Year 4 - Autoencoder Compression to Accelerate Inverse Problems
Algorithm improvements
We previously proposed an autoencoder based compression approach to eliminate the need for checkpointing in solving time-dependent PDE based inverse problems. We showed the viability of this method on a model acoustic-elastic wave propagation problem on a box-shaped domain, inverting for a deviation from the prior mean acoustic wave speed. This approach wase based on using the Tensorflow SavedModel API where Tensorflow models were trained in Python and loaded in C++ to interface with a sophisticated discontinuous Galerkin finite element solver. While the approach worked fairly well — an overall speedup of ~10% compared to the checkpointing case using CPUs — the performance gains were rather lack-luster.
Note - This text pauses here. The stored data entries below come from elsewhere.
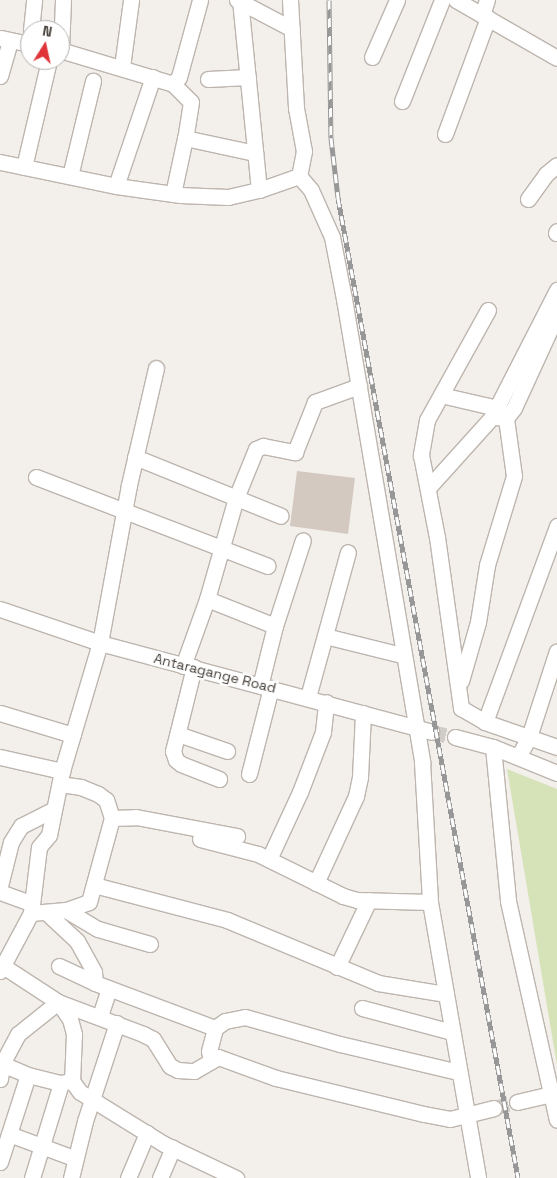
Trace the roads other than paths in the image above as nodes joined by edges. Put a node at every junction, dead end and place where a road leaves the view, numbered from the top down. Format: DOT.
graph roads {
  1 [pos="34,0"];
  2 [pos="63,0"];
  3 [pos="131,0"];
  4 [pos="200,0"];
  5 [pos="239,0"];
  6 [pos="290,0"];
  7 [pos="397,0"];
  8 [pos="442,0"];
  9 [pos="456,0"];
  10 [pos="487,0"];
  11 [pos="485,16"];
  12 [pos="32,20"];
  13 [pos="61,20"];
  14 [pos="292,29"];
  15 [pos="5,39"];
  16 [pos="20,42"];
  17 [pos="70,56"];
  18 [pos="372,57"];
  19 [pos="557,58"];
  20 [pos="122,66"];
  21 [pos="52,70"];
  22 [pos="0,76"];
  23 [pos="153,77"];
  24 [pos="248,77"];
  25 [pos="208,79"];
  26 [pos="93,81"];
  27 [pos="173,84"];
  28 [pos="402,101"];
  29 [pos="445,134"];
  30 [pos="185,138"];
  31 [pos="255,153"];
  32 [pos="0,162"];
  33 [pos="557,165"];
  34 [pos="24,167"];
  35 [pos="70,176"];
  36 [pos="299,176"];
  37 [pos="116,186"];
  38 [pos="259,190"];
  39 [pos="173,194"];
  40 [pos="528,199"];
  41 [pos="557,290"];
  42 [pos="488,310"];
  43 [pos="557,314"];
  44 [pos="156,368"];
  45 [pos="358,386"];
  46 [pos="441,395"];
  47 [pos="498,414"];
  48 [pos="135,457"];
  49 [pos="36,477"];
  50 [pos="428,488"];
  51 [pos="236,498"];
  52 [pos="124,510"];
  53 [pos="281,516"];
  54 [pos="557,526"];
  55 [pos="303,540"];
  56 [pos="221,547"];
  57 [pos="348,552"];
  58 [pos="268,566"];
  59 [pos="207,598"];
  60 [pos="0,609"];
  61 [pos="275,626"];
  62 [pos="325,636"];
  63 [pos="100,643"];
  64 [pos="557,651"];
  65 [pos="402,655"];
  66 [pos="188,666"];
  67 [pos="266,687"];
  68 [pos="458,692"];
  69 [pos="308,697"];
  70 [pos="326,702"];
  71 [pos="0,713"];
  72 [pos="363,713"];
  73 [pos="485,722"];
  74 [pos="413,728"];
  75 [pos="431,732"];
  76 [pos="178,734"];
  77 [pos="72,735"];
  78 [pos="454,737"];
  79 [pos="529,737"];
  80 [pos="493,747"];
  81 [pos="557,747"];
  82 [pos="227,751"];
  83 [pos="0,757"];
  84 [pos="518,757"];
  85 [pos="557,773"];
  86 [pos="249,774"];
  87 [pos="61,778"];
  88 [pos="219,779"];
  89 [pos="54,810"];
  90 [pos="112,818"];
  91 [pos="236,836"];
  92 [pos="200,839"];
  93 [pos="269,859"];
  94 [pos="316,883"];
  95 [pos="94,885"];
  96 [pos="0,886"];
  97 [pos="0,892"];
  98 [pos="369,900"];
  99 [pos="430,902"];
  100 [pos="31,908"];
  101 [pos="66,910"];
  102 [pos="47,913"];
  103 [pos="150,944"];
  104 [pos="3,963"];
  105 [pos="59,966"];
  106 [pos="337,967"];
  107 [pos="102,986"];
  108 [pos="446,994"];
  109 [pos="58,1002"];
  110 [pos="362,1008"];
  111 [pos="100,1016"];
  112 [pos="117,1023"];
  113 [pos="215,1028"];
  114 [pos="452,1032"];
  115 [pos="211,1061"];
  116 [pos="1,1071"];
  117 [pos="458,1072"];
  118 [pos="28,1075"];
  119 [pos="66,1082"];
  120 [pos="553,1094"];
  121 [pos="92,1099"];
  122 [pos="517,1102"];
  123 [pos="494,1108"];
  124 [pos="466,1117"];
  125 [pos="557,1120"];
  126 [pos="9,1134"];
  127 [pos="147,1134"];
  128 [pos="42,1147"];
  129 [pos="173,1148"];
  130 [pos="74,1158"];
  131 [pos="0,1162"];
  132 [pos="124,1177"];
  133 [pos="32,1178"];
  134 [pos="72,1178"];
  135 [pos="160,1178"];
  136 [pos="236,1178"];
  137 [pos="478,1178"];
  1 -- 12 [label="street"];
  2 -- 13 [label="street"];
  3 -- 20 [label="street"];
  4 -- 27 [label="street"];
  5 -- 14 [label="street"];
  5 -- 24 [label="street"];
  6 -- 14 [label="street"];
  7 -- 18 [label="street"];
  8 -- 28 [label="street"];
  9 -- 11 [label="street"];
  10 -- 11 [label="street"];
  11 -- 19 [label="street"];
  11 -- 29 [label="street"];
  14 -- 36 [label="street"];
  15 -- 16 [label="street"];
  15 -- 22 [label="street"];
  17 -- 20 [label="street"];
  20 -- 23 [label="street"];
  21 -- 34 [label="street"];
  23 -- 27 [label="street"];
  23 -- 37 [label="street"];
  24 -- 25 [label="street"];
  24 -- 31 [label="street"];
  26 -- 35 [label="street"];
  27 -- 30 [label="street"];
  30 -- 31 [label="street"];
  30 -- 39 [label="street"];
  31 -- 38 [label="street"];
  32 -- 34 [label="street"];
  33 -- 40 [label="street"];
  34 -- 35 [label="street"];
  35 -- 37 [label="street"];
  36 -- 38 [label="street"];
  36 -- 45 [label="street"];
  37 -- 39 [label="street"];
  38 -- 39 [label="street"];
  41 -- 47 [label="street"];
  42 -- 46 [label="street"];
  43 -- 47 [label="street"];
  44 -- 48 [label="street"];
  45 -- 51 [label="street"];
  45 -- 65 [label="street"];
  46 -- 47 [label="street"];
  46 -- 50 [label="street"];
  47 -- 50 [label="street"];
  47 -- 68 [label="street"];
  48 -- 51 [label="street"];
  48 -- 52 [label="street"];
  49 -- 52 [label="street"];
  50 -- 68 [label="street"];
  51 -- 53 [label="street"];
  51 -- 56 [label="street"];
  52 -- 56 [label="street"];
  52 -- 63 [label="street"];
  54 -- 73 [label="street"];
  55 -- 61 [label="street"];
  56 -- 58 [label="street"];
  56 -- 59 [label="street"];
  57 -- 62 [label="street"];
  59 -- 61 [label="street"];
  59 -- 66 [label="street"];
  60 -- 63 [label="street, Antaragange Road"];
  61 -- 67 [label="street"];
  62 -- 65 [label="street"];
  62 -- 69 [label="street"];
  63 -- 66 [label="street, Antaragange Road"];
  63 -- 77 [label="street"];
  64 -- 79 [label="street"];
  65 -- 74 [label="street"];
  66 -- 67 [label="street, Antaragange Road"];
  66 -- 76 [label="street"];
  67 -- 69 [label="street, Antaragange Road"];
  67 -- 86 [label="street"];
  68 -- 73 [label="street"];
  69 -- 70 [label="street, Antaragange Road"];
  70 -- 72 [label="street, Antaragange Road"];
  70 -- 93 [label="street"];
  71 -- 77 [label="street"];
  72 -- 74 [label="street, Antaragange Road"];
  72 -- 94 [label="street"];
  73 -- 79 [label="street"];
  74 -- 75 [label="street, Antaragange Road"];
  74 -- 99 [label="street"];
  76 -- 82 [label="street"];
  76 -- 88 [label="street"];
  77 -- 87 [label="street"];
  78 -- 80 [label="street"];
  79 -- 81 [label="street"];
  79 -- 84 [label="street"];
  80 -- 84 [label="street"];
  80 -- 120 [label="street"];
  83 -- 87 [label="street"];
  84 -- 85 [label="street"];
  87 -- 89 [label="street"];
  87 -- 90 [label="street"];
  89 -- 96 [label="street"];
  89 -- 100 [label="street"];
  90 -- 91 [label="street"];
  90 -- 95 [label="street"];
  92 -- 93 [label="street"];
  93 -- 94 [label="street"];
  94 -- 98 [label="street"];
  95 -- 101 [label="street"];
  95 -- 106 [label="street"];
  97 -- 100 [label="street"];
  98 -- 99 [label="street"];
  98 -- 106 [label="street"];
  99 -- 108 [label="street"];
  100 -- 102 [label="street"];
  100 -- 104 [label="street"];
  101 -- 102 [label="street"];
  101 -- 103 [label="street"];
  102 -- 107 [label="street"];
  104 -- 109 [label="street"];
  105 -- 107 [label="street"];
  106 -- 108 [label="street"];
  107 -- 111 [label="street"];
  107 -- 113 [label="street"];
  108 -- 114 [label="street"];
  109 -- 111 [label="street"];
  109 -- 116 [label="street"];
  109 -- 119 [label="street"];
  110 -- 114 [label="street"];
  111 -- 112 [label="street"];
  112 -- 115 [label="street"];
  112 -- 121 [label="street"];
  113 -- 115 [label="street"];
  113 -- 117 [label="street"];
  114 -- 117 [label="street"];
  115 -- 124 [label="street"];
  116 -- 118 [label="street"];
  117 -- 124 [label="street"];
  118 -- 119 [label="street"];
  118 -- 126 [label="street"];
  119 -- 121 [label="street"];
  119 -- 128 [label="street"];
  120 -- 122 [label="street"];
  120 -- 125 [label="street"];
  121 -- 127 [label="street"];
  121 -- 130 [label="street"];
  123 -- 124 [label="street"];
  124 -- 137 [label="street"];
  126 -- 128 [label="street"];
  126 -- 131 [label="street"];
  127 -- 129 [label="street"];
  127 -- 132 [label="street"];
  128 -- 130 [label="street"];
  128 -- 133 [label="street"];
  129 -- 135 [label="street"];
  129 -- 136 [label="street"];
  130 -- 134 [label="street"];
}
This year we propose a new method using a novel sparse-dense model approach. This arose from the observation that about 90% of the parameters of the autoencoder lived in the first encoding layer and last decoding layer — the layers that map from and to the higher dimensional state space. By sparsifying only these layers, we reduced the total number of parameters in the autoencoder model by 80% and reduced the computational cost of using the autoencoder to solve the inverse problem. We found empirically that this reduction in representation power of the autoencoder did not negatively impact accuracy in solving the inverse problem.
Results
Building upon the results from the previous year in which we showed that an autoencoder compression strategy works on an acoustic-elastic inverse problem, we now show scaling results for this approach on the model box problem. All results presented here utilize our novel sparse-dense autoencoder architecture and implementation.
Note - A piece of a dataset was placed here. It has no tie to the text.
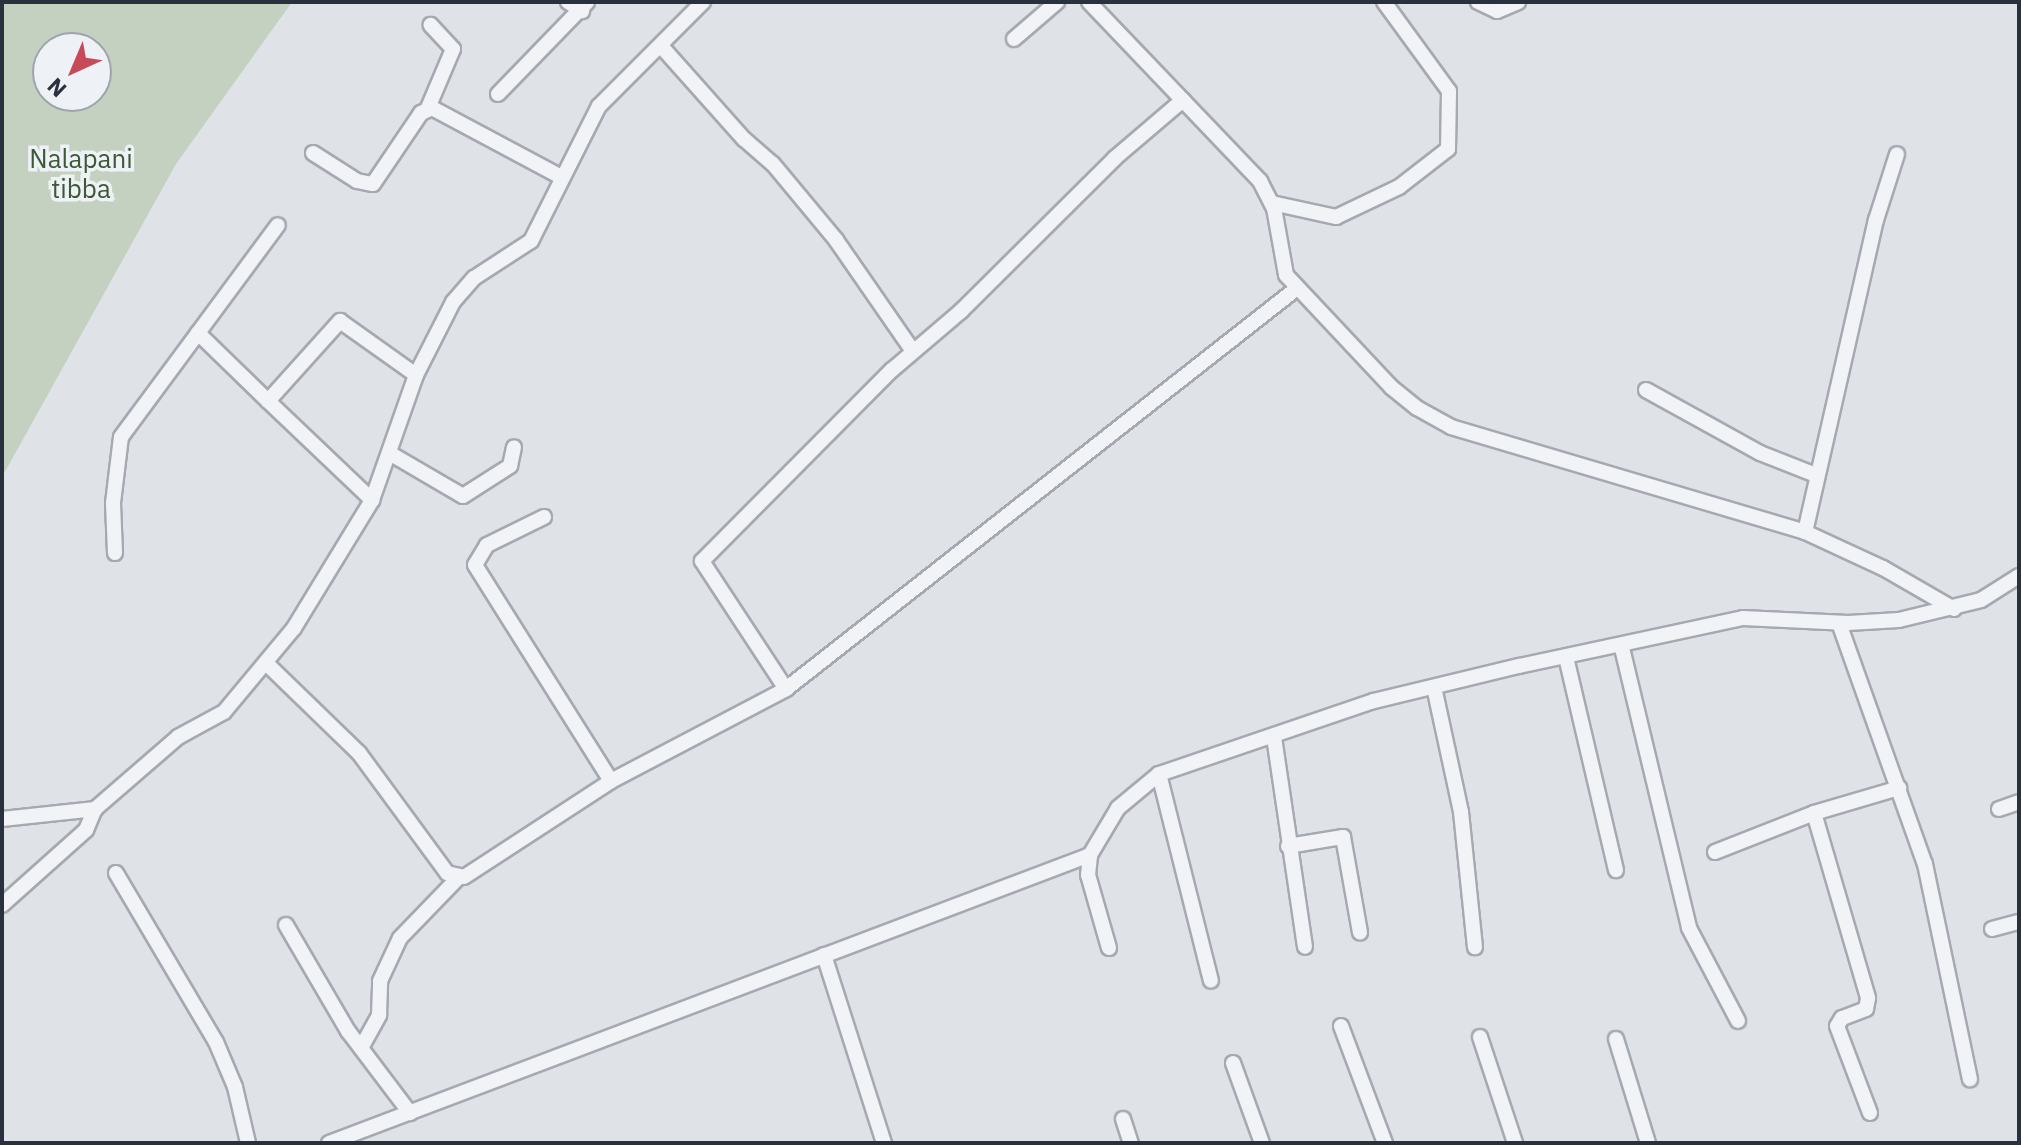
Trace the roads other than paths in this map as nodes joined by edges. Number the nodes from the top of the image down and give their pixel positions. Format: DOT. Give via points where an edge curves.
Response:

| Degrees of freedom | \(\nabla\) Speedup | \(\mathcal{H}v\) Speedup | Relative error % |
|---|---|---|---|
| 4,096 | 1.06 | 1.20 | 1.7 |
| 32,768 | 1.19 | 1.26 | 0.7 |
| 262,144 | 1.17 | 1.22 | 0.6 |
| 2,097,152 | 1.17 | 1.23 | 0.7 |
| 16,777,216 | 1.22 | 1.27 | 0.4 |
\(\nabla\) speedup is the speedup of the gradient computation compared to the checkpointing case and \(\mathcal{H}v\) speedup is the speedup of each Hessian-vector product. Relative errors reported here are the average relative error over the whole domain. This table shows the scaling of our method to a problem that is 64 times larger than the problems considered last year.
Inversion result for problem with 16,777,216 degrees of freedom. Shown is an isosurface
of the inclusion in the acoustic wave speed embedded in a cutaway of the domain.
Moving outside of the box
As a capstone example for this project, we are working on implementing our compression approach for an earth-scale seisimic inverse problem. 3 explosion sources are places in the north, southeast, and southwest of North America and an array of 130 seismic sensors throughout the continent record local velocities at each timestep. This setup poses a number of additional challenges that have not been faced in the box example:
- More degrees of freedom
- Adaptive mesh refinement
- Non-conforming mesh with hanging faces
- Non-uniform per-process work distribution We are actively working on adapting our compression strategy to this new challenging setup.
Shown here is an animation of the velocity timeseries created from the 3 source setup.
We aim to invert for the wave speed throughout the earth, but in particular aim to accurately recover the properties of the North American continent. The checkpointing strategy yields the inversion results shown above. Results using the autoencoder compression strategy are expected in the next month, at which point we will submit the work for publication.